— DATASET RECORDS —

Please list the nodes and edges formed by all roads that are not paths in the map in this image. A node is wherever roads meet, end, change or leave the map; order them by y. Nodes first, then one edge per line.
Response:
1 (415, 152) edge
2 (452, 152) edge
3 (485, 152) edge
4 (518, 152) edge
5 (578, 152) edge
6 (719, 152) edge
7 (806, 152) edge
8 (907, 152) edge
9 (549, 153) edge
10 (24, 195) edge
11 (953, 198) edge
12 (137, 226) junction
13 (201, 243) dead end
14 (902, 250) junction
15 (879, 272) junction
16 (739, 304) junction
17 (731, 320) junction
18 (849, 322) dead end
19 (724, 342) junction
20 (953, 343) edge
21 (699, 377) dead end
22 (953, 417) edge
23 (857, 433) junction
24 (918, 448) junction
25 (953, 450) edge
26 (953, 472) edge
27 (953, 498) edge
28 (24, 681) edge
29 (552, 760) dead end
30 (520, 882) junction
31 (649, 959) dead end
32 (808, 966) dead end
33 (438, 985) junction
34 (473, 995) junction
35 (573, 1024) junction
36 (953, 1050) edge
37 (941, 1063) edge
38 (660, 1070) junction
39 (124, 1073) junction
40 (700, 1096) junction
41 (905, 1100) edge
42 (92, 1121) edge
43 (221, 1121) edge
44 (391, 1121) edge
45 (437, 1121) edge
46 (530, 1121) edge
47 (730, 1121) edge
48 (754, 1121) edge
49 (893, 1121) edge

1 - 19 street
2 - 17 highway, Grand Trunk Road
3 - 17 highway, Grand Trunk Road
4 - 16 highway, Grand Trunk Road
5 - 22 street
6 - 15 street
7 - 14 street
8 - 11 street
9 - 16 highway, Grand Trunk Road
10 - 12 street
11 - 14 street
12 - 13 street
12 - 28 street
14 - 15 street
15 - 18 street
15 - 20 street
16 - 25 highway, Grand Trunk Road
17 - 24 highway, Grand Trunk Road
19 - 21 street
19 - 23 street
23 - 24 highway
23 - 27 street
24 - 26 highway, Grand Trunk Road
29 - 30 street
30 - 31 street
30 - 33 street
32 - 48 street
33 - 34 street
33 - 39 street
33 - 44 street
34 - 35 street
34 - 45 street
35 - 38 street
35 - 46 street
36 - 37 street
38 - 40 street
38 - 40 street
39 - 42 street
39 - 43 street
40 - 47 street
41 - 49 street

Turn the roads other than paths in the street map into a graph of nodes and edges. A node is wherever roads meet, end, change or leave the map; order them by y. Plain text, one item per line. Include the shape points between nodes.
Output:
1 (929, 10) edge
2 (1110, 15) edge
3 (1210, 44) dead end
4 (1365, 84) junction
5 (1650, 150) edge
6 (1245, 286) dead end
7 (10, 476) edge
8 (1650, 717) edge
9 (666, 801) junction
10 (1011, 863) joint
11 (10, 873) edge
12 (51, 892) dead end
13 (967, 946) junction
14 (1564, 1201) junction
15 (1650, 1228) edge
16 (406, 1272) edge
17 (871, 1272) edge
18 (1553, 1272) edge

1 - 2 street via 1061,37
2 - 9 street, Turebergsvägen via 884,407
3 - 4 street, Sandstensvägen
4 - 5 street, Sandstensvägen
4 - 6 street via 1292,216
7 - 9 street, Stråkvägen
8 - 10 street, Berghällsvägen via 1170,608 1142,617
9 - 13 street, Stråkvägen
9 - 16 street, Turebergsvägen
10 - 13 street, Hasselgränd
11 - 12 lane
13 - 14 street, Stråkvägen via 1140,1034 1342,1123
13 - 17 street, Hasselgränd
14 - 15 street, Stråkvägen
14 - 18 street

— PROBLEM DESCRIPTION —
Print the entries exactly. Include every one.

— THE ANSWER —
Please list the nodes and edges formed by all roads that are not paths in the map in this image. A node is wherever roads meet, end, change or leave the map; order them by y. Nodes first, then one edge per line.
Response:
1 (415, 152) edge
2 (452, 152) edge
3 (485, 152) edge
4 (518, 152) edge
5 (578, 152) edge
6 (719, 152) edge
7 (806, 152) edge
8 (907, 152) edge
9 (549, 153) edge
10 (24, 195) edge
11 (953, 198) edge
12 (137, 226) junction
13 (201, 243) dead end
14 (902, 250) junction
15 (879, 272) junction
16 (739, 304) junction
17 (731, 320) junction
18 (849, 322) dead end
19 (724, 342) junction
20 (953, 343) edge
21 (699, 377) dead end
22 (953, 417) edge
23 (857, 433) junction
24 (918, 448) junction
25 (953, 450) edge
26 (953, 472) edge
27 (953, 498) edge
28 (24, 681) edge
29 (552, 760) dead end
30 (520, 882) junction
31 (649, 959) dead end
32 (808, 966) dead end
33 (438, 985) junction
34 (473, 995) junction
35 (573, 1024) junction
36 (953, 1050) edge
37 (941, 1063) edge
38 (660, 1070) junction
39 (124, 1073) junction
40 (700, 1096) junction
41 (905, 1100) edge
42 (92, 1121) edge
43 (221, 1121) edge
44 (391, 1121) edge
45 (437, 1121) edge
46 (530, 1121) edge
47 (730, 1121) edge
48 (754, 1121) edge
49 (893, 1121) edge

1 - 19 street
2 - 17 highway, Grand Trunk Road
3 - 17 highway, Grand Trunk Road
4 - 16 highway, Grand Trunk Road
5 - 22 street
6 - 15 street
7 - 14 street
8 - 11 street
9 - 16 highway, Grand Trunk Road
10 - 12 street
11 - 14 street
12 - 13 street
12 - 28 street
14 - 15 street
15 - 18 street
15 - 20 street
16 - 25 highway, Grand Trunk Road
17 - 24 highway, Grand Trunk Road
19 - 21 street
19 - 23 street
23 - 24 highway
23 - 27 street
24 - 26 highway, Grand Trunk Road
29 - 30 street
30 - 31 street
30 - 33 street
32 - 48 street
33 - 34 street
33 - 39 street
33 - 44 street
34 - 35 street
34 - 45 street
35 - 38 street
35 - 46 street
36 - 37 street
38 - 40 street
38 - 40 street
39 - 42 street
39 - 43 street
40 - 47 street
41 - 49 street

Turn the roads other than paths in the street map into a graph of nodes and edges. A node is wherever roads meet, end, change or leave the map; order them by y. Plain text, one item per line. Include the shape points between nodes.
Output:
1 (929, 10) edge
2 (1110, 15) edge
3 (1210, 44) dead end
4 (1365, 84) junction
5 (1650, 150) edge
6 (1245, 286) dead end
7 (10, 476) edge
8 (1650, 717) edge
9 (666, 801) junction
10 (1011, 863) joint
11 (10, 873) edge
12 (51, 892) dead end
13 (967, 946) junction
14 (1564, 1201) junction
15 (1650, 1228) edge
16 (406, 1272) edge
17 (871, 1272) edge
18 (1553, 1272) edge

1 - 2 street via 1061,37
2 - 9 street, Turebergsvägen via 884,407
3 - 4 street, Sandstensvägen
4 - 5 street, Sandstensvägen
4 - 6 street via 1292,216
7 - 9 street, Stråkvägen
8 - 10 street, Berghällsvägen via 1170,608 1142,617
9 - 13 street, Stråkvägen
9 - 16 street, Turebergsvägen
10 - 13 street, Hasselgränd
11 - 12 lane
13 - 14 street, Stråkvägen via 1140,1034 1342,1123
13 - 17 street, Hasselgränd
14 - 15 street, Stråkvägen
14 - 18 street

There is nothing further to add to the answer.